The Pentagon was too slow to inform local officials about the anthrax scare in Defense Department mail facilities last month and gave antibiotics to workers without coordinating with public health officials, an assessment of the false alarm concludes.
Moreover, the Homeland Security Department “needs to be involved earlier in such incidents,” according to a summary of the report obtained Monday by the Associated Press.
“Perhaps the greatest information concerns of the state and local governments involved the adequacy of updates from DOD on the testing taking place, and DOD’s role in making prophylaxis [antibiotics] decisions alone,” the summary said.

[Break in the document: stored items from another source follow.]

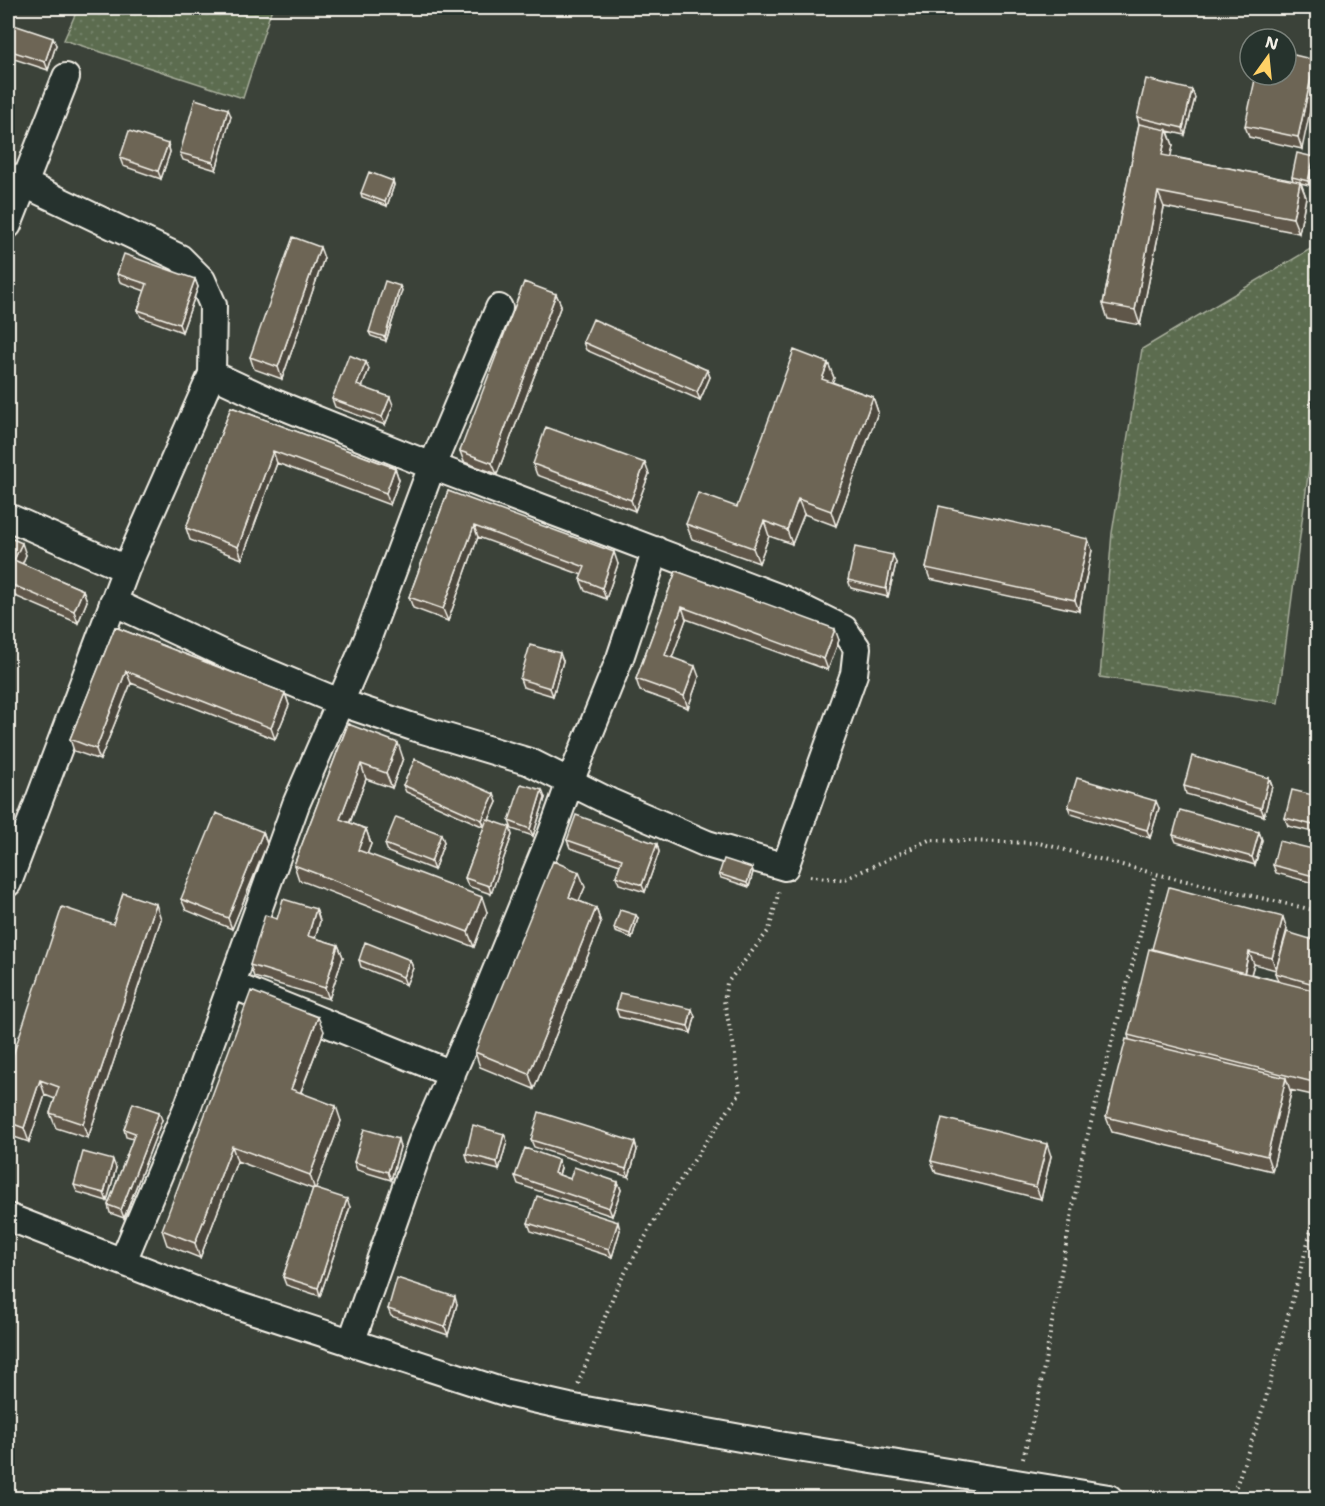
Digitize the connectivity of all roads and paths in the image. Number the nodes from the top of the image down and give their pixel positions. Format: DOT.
graph roads {
  1 [pos="66,77"];
  2 [pos="16,179"];
  3 [pos="8,225"];
  4 [pos="499,308"];
  5 [pos="212,374"];
  6 [pos="432,466"];
  7 [pos="8,517"];
  8 [pos="656,550"];
  9 [pos="126,569"];
  10 [pos="113,602"];
  11 [pos="339,702"];
  12 [pos="570,782"];
  13 [pos="785,867"];
  14 [pos="1156,874"];
  15 [pos="8,883"];
  16 [pos="1317,911"];
  17 [pos="232,985"];
  18 [pos="452,1074"];
  19 [pos="1317,1205"];
  20 [pos="8,1217"];
  21 [pos="123,1260"];
  22 [pos="351,1343"];
  23 [pos="569,1407"];
  24 [pos="1017,1482"];
  25 [pos="1109,1498"];
  26 [pos="1232,1498"];
  1 -- 2 [label="street"];
  2 -- 3 [label="street"];
  2 -- 5 [label="street"];
  4 -- 6 [label="street"];
  5 -- 6 [label="street"];
  5 -- 9 [label="street"];
  6 -- 8 [label="street"];
  6 -- 11 [label="street"];
  7 -- 9 [label="street"];
  8 -- 12 [label="street"];
  8 -- 13 [label="street"];
  9 -- 10 [label="street"];
  10 -- 11 [label="street"];
  10 -- 15 [label="street"];
  11 -- 12 [label="street"];
  11 -- 17 [label="street"];
  12 -- 13 [label="street"];
  12 -- 18 [label="street"];
  13 -- 14 [label="path"];
  13 -- 23 [label="path"];
  14 -- 16 [label="path"];
  14 -- 24 [label="path"];
  17 -- 18 [label="street"];
  17 -- 21 [label="street"];
  18 -- 22 [label="street"];
  19 -- 26 [label="path"];
  20 -- 21 [label="street"];
  21 -- 22 [label="street"];
  22 -- 23 [label="street"];
  23 -- 24 [label="street"];
  24 -- 25 [label="street"];
}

The report was prepared under the direction of Maryland, Virginia and D.C. officials and was expected to be released yesterday.

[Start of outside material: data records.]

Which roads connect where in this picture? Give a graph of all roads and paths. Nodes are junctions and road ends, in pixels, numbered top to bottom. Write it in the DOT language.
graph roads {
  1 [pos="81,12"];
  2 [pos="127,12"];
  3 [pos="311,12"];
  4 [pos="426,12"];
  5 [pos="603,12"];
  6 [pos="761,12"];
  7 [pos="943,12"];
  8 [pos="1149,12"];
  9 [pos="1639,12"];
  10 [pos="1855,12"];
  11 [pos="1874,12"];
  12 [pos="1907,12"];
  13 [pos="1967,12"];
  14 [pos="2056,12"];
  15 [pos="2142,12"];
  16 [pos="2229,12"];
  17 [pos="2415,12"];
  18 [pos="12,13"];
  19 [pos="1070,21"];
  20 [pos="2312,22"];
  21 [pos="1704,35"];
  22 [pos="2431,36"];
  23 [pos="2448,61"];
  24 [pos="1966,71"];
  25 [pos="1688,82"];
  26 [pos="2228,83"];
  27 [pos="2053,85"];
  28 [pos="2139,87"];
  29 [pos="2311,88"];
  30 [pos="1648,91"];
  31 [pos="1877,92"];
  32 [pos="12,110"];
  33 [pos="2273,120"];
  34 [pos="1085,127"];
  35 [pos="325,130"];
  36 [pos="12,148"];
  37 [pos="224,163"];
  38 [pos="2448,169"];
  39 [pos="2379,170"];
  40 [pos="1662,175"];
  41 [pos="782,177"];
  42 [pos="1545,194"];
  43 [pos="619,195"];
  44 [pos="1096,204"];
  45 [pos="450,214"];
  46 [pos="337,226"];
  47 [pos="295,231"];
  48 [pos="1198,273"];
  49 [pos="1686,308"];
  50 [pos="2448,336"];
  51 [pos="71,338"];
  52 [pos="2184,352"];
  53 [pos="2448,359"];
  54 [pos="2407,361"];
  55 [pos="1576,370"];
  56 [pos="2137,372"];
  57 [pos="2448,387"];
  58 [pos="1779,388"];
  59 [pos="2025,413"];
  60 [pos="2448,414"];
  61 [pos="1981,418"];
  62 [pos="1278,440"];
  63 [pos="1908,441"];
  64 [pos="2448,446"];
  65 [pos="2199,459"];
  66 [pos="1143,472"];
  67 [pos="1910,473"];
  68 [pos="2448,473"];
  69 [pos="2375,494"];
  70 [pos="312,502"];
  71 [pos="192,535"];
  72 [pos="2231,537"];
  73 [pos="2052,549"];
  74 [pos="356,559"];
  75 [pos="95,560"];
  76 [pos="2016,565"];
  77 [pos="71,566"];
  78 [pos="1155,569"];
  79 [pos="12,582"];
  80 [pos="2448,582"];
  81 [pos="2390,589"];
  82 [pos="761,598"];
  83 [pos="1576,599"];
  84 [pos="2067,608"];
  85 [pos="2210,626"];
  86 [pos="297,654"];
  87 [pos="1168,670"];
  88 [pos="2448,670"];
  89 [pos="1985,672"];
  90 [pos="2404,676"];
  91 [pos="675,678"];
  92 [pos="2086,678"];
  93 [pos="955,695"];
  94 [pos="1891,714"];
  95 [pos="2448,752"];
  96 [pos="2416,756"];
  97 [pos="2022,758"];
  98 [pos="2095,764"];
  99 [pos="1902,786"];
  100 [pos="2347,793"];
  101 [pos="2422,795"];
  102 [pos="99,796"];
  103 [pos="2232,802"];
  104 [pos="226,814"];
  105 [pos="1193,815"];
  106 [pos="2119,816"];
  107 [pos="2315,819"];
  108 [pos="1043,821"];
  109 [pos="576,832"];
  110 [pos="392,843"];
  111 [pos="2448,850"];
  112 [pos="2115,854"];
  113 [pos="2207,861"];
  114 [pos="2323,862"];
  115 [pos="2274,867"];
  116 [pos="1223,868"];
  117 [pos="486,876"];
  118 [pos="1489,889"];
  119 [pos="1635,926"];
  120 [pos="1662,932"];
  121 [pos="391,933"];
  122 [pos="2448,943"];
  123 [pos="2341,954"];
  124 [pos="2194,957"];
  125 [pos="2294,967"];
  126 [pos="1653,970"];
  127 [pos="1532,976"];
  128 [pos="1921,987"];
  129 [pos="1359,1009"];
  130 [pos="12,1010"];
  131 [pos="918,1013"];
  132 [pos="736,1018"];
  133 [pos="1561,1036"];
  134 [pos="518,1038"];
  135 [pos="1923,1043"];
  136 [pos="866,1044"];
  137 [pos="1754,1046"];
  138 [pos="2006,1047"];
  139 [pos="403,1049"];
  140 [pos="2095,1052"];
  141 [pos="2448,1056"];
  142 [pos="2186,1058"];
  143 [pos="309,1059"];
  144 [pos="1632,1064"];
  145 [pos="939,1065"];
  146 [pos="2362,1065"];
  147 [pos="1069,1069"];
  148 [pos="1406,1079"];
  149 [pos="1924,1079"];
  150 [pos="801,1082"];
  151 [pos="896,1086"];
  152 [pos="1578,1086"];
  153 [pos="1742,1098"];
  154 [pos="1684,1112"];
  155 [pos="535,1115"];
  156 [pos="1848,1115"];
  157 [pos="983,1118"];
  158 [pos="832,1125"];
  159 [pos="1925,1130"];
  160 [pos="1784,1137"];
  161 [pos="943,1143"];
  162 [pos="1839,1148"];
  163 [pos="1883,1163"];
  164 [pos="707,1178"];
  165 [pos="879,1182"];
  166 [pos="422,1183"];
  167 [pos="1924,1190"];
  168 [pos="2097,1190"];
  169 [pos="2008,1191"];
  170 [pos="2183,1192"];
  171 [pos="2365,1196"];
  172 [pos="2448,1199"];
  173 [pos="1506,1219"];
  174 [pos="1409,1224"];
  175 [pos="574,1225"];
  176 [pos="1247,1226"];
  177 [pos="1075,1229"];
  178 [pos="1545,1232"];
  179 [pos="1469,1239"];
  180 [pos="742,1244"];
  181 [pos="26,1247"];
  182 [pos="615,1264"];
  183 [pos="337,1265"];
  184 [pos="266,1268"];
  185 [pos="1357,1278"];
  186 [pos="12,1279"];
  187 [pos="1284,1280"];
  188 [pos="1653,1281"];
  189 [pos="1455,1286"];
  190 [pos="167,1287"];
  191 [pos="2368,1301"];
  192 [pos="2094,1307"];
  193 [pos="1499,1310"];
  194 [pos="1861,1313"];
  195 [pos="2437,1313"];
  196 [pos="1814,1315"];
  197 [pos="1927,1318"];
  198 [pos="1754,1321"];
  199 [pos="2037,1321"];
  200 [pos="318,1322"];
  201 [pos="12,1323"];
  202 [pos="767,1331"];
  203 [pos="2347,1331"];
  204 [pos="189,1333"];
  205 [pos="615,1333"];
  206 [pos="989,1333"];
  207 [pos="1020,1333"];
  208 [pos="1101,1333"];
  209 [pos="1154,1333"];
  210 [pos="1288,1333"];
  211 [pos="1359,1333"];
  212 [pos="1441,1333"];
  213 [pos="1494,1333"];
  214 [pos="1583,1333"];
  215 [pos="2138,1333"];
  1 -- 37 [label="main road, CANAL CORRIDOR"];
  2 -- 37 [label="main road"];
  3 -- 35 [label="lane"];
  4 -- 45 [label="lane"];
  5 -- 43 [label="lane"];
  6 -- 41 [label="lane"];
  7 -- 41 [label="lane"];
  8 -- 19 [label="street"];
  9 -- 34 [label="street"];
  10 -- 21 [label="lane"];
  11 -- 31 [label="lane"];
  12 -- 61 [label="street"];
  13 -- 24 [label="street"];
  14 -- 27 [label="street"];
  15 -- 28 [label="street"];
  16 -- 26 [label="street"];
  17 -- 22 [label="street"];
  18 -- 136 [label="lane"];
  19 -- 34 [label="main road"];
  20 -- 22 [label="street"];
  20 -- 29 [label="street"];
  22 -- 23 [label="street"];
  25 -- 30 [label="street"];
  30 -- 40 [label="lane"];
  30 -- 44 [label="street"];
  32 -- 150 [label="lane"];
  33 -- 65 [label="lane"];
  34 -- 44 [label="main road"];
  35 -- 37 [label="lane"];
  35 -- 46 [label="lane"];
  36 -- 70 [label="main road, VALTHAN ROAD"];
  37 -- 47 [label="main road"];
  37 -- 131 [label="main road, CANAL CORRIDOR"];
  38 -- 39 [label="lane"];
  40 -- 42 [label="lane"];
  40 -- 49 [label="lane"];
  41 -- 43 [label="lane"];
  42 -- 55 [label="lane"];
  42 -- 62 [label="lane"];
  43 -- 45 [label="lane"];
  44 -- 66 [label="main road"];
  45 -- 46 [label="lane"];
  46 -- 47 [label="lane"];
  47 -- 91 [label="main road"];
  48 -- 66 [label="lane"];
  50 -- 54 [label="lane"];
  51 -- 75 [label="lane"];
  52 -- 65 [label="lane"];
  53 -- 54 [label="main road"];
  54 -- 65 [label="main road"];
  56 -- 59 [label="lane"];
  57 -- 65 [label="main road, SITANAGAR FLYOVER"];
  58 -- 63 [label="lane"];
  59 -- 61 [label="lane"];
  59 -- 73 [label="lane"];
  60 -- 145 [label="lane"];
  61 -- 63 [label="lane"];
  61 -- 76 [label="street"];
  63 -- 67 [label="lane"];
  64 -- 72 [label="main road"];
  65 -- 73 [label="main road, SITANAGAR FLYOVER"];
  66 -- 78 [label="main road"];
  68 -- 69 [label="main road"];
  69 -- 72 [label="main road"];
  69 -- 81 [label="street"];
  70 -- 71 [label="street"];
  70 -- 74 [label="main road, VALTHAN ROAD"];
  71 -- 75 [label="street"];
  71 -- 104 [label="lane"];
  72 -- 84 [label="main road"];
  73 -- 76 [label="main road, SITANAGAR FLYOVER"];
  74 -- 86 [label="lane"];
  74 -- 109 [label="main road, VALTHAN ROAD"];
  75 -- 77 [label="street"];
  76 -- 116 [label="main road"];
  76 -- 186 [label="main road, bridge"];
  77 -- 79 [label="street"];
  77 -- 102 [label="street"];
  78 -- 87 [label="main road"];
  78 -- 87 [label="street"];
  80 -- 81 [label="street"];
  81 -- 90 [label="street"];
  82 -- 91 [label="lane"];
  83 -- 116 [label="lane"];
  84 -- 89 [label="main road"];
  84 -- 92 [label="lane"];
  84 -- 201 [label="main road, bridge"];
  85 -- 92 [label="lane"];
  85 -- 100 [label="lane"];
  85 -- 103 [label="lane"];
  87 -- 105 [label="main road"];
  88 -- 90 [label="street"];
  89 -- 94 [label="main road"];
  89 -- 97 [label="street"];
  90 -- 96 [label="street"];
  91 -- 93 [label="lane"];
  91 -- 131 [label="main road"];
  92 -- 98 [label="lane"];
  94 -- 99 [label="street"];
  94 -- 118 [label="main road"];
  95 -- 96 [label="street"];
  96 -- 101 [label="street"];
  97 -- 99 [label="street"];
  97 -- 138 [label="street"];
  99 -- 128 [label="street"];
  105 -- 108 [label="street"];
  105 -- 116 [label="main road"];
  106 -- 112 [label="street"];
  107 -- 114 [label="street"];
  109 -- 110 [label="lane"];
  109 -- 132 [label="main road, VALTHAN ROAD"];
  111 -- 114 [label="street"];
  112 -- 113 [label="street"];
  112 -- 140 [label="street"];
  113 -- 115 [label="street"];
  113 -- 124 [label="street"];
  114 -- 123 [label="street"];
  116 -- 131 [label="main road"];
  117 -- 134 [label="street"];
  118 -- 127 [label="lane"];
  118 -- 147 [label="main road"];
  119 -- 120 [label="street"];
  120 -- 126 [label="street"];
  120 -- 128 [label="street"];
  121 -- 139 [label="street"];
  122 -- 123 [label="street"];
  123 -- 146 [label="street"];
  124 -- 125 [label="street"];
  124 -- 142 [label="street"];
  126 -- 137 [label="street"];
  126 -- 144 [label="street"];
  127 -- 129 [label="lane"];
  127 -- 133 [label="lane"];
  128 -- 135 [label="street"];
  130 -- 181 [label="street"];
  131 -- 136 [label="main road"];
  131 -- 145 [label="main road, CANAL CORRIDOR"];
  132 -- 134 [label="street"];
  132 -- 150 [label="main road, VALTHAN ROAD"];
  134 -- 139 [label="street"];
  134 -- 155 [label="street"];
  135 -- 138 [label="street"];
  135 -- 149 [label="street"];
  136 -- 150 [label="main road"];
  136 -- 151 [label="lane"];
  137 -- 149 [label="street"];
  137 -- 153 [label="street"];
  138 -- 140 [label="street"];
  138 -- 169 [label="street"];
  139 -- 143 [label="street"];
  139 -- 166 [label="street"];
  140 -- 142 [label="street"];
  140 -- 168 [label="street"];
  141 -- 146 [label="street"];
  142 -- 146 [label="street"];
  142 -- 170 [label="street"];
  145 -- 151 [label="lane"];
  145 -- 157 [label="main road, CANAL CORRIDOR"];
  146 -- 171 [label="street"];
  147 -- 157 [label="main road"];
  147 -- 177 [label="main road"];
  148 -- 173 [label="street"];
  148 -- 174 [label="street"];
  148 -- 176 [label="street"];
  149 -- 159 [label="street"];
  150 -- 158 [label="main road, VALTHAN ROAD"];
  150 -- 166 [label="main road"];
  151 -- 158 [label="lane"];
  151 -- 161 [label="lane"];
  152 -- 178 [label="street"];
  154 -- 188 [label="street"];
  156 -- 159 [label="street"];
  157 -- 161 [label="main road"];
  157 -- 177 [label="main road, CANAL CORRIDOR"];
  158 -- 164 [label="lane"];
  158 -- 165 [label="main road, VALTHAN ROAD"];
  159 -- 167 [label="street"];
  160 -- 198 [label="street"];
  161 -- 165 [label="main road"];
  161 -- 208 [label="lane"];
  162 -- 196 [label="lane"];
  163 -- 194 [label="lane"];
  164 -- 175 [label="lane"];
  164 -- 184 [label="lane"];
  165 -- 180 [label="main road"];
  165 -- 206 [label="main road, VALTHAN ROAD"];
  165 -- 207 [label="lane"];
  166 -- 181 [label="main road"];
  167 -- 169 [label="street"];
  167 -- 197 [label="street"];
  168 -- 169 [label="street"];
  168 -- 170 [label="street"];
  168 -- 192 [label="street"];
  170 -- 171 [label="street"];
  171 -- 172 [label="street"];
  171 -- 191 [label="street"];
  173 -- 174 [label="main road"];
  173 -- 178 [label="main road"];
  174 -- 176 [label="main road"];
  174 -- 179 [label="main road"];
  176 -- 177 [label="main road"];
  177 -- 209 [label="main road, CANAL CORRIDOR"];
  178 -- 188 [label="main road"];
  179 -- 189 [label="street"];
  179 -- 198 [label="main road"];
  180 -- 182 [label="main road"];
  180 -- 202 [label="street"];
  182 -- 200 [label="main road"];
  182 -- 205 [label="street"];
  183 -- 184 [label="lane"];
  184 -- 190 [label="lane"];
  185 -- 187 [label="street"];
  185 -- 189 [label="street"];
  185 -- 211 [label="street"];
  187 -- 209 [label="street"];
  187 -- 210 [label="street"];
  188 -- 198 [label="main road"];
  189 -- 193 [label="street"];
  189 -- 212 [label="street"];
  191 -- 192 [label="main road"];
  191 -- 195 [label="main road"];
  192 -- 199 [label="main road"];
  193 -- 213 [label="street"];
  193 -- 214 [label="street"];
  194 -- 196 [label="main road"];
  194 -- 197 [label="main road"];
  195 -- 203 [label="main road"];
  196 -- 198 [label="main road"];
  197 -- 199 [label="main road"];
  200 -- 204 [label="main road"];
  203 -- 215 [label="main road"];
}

The assessment examined local and state response to the two-day, mid-March scare that prompted nearly 900 Washington area workers to take precautionary antibiotics and invoked memories of the 2001 anthrax-by-mail attacks that killed five persons.
It did not assess blame for the false alarm, according to an official involved with writing the report.
Pentagon spokeswoman Lt. Col. Rose-Ann Lynch said the Defense Department is cooperating fully with an ongoing federal review of the scare by the Homeland Security Department.
Homeland Security spokes-man Brian Roehrkasse said that at a meeting two weeks ago, “all entities agreed that coordination during this event was greatly improved over the anthrax response in 2001.”
“However, we are always looking for ways to improve, and will review the report to determine how it could enhance coordination,” Mr. Roehrkasse said.
The department is in charge of coordinating federal response to terror attacks with state and local authorities.
The report summary described confusion and frustration among state and local officials after sensors mistakenly detected anthrax contamination in a military mailroom at the Pentagon and a separate alarm was issued at a nearby satellite facility in Fairfax County.
It highlighted a conference call among 80 participants who were allowed to speak at will, often sharing outdated information, with only vague guidance from the Defense Department about whether the scare was legitimate.
“The state and local governments were not sure if they were getting the latest information from DOD, or whether DOD itself was having problems getting clear test information, or both, at various times,” the summary said.
One official involved in writing the report said many local and state officials also questioned the Pentagon’s decision to distribute antibiotics to civilian contract employees without coordinating with public health departments.
Doing so, said the official who spoke on the condition of anonymity, led to a heightened sense of alarm by workers who were not told whether there had been actual exposure to anthrax.
The report also found that the alarm raised in Fairfax County was not triggered by a purported detection of anthrax, the official said. Instead, that facility closed after experiencing an equipment problem that they feared was linked to the Pentagon incident, the official said.